# What the task requires
Which lines in the records below contain the word "линия"? Copy each one.

# Information supplied
━━━━━━━━━━

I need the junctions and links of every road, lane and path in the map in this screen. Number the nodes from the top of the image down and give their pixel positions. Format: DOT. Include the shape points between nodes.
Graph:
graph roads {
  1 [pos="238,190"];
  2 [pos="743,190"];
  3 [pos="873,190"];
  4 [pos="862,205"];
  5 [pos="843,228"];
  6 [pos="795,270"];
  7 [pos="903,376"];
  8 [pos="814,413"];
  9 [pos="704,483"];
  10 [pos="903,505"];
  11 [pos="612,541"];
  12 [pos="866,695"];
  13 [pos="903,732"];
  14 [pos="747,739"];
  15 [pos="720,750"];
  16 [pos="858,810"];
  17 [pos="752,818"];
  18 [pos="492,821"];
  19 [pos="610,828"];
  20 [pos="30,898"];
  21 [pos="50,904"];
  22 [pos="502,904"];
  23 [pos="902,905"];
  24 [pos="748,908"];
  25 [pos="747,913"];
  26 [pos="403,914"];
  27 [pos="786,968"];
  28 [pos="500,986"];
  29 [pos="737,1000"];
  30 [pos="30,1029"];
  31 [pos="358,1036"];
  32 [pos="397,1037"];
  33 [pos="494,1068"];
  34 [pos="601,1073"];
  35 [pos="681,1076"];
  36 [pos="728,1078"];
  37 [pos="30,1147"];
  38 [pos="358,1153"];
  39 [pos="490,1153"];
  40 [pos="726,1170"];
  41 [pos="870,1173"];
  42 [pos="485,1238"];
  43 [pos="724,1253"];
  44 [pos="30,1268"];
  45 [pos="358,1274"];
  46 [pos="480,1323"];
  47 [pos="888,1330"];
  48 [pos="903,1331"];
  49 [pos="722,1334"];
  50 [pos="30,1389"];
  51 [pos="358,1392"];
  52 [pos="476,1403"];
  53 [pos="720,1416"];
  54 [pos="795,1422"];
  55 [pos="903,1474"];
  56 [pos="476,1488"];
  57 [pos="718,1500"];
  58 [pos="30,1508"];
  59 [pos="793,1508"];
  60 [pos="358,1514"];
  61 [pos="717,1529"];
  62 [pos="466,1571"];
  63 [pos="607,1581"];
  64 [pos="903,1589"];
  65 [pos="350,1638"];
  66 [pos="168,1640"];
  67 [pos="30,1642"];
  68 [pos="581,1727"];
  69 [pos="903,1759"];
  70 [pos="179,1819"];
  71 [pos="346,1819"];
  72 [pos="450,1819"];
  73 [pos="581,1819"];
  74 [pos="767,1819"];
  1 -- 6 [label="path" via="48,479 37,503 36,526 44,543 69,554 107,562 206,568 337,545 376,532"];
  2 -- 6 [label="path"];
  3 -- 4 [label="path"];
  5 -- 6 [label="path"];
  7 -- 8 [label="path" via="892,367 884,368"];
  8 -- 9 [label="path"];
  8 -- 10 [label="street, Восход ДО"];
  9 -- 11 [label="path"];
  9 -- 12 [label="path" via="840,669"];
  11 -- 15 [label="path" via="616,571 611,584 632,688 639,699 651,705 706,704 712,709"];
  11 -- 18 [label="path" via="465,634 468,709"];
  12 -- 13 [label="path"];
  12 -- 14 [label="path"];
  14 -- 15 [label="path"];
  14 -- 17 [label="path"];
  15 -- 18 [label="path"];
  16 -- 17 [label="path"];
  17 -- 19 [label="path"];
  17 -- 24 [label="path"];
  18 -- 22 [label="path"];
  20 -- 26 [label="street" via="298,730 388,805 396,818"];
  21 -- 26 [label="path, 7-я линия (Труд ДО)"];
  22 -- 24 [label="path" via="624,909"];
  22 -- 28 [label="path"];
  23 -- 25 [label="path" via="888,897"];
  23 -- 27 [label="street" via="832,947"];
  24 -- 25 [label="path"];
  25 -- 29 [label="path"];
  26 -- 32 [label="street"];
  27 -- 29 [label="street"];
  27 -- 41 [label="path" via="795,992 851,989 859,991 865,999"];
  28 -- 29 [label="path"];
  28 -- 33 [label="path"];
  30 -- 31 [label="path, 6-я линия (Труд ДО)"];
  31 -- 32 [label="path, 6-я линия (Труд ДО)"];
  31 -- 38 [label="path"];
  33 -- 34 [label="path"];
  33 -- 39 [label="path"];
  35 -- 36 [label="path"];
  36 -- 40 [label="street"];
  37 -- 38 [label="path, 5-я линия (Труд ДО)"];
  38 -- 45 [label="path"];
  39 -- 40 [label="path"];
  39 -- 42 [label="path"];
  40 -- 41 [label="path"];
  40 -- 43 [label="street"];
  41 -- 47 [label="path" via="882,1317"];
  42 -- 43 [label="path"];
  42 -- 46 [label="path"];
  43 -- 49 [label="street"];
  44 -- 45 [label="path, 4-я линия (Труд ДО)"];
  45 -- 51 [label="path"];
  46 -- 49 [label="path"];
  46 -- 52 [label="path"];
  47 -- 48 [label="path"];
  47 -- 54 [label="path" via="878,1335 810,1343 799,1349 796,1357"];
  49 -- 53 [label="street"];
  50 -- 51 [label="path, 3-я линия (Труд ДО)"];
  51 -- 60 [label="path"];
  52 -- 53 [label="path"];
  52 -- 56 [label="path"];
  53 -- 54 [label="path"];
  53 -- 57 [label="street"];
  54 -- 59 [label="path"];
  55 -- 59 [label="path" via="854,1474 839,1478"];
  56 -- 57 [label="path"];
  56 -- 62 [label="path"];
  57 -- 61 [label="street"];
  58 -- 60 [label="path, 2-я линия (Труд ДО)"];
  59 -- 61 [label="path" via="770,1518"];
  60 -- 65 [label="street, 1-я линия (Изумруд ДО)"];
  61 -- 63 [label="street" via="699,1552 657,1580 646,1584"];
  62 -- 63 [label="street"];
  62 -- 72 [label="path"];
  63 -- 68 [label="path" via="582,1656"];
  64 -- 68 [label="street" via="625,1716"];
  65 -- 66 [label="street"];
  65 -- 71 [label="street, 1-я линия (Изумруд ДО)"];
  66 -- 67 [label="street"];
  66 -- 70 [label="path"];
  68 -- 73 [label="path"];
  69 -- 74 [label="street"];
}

━━━━━━━━━━

# Task response
  21 -- 26 [label="path, 7-я линия (Труд ДО)"];
  30 -- 31 [label="path, 6-я линия (Труд ДО)"];
  31 -- 32 [label="path, 6-я линия (Труд ДО)"];
  37 -- 38 [label="path, 5-я линия (Труд ДО)"];
  44 -- 45 [label="path, 4-я линия (Труд ДО)"];
  50 -- 51 [label="path, 3-я линия (Труд ДО)"];
  58 -- 60 [label="path, 2-я линия (Труд ДО)"];
  60 -- 65 [label="street, 1-я линия (Изумруд ДО)"];
  65 -- 71 [label="street, 1-я линия (Изумруд ДО)"];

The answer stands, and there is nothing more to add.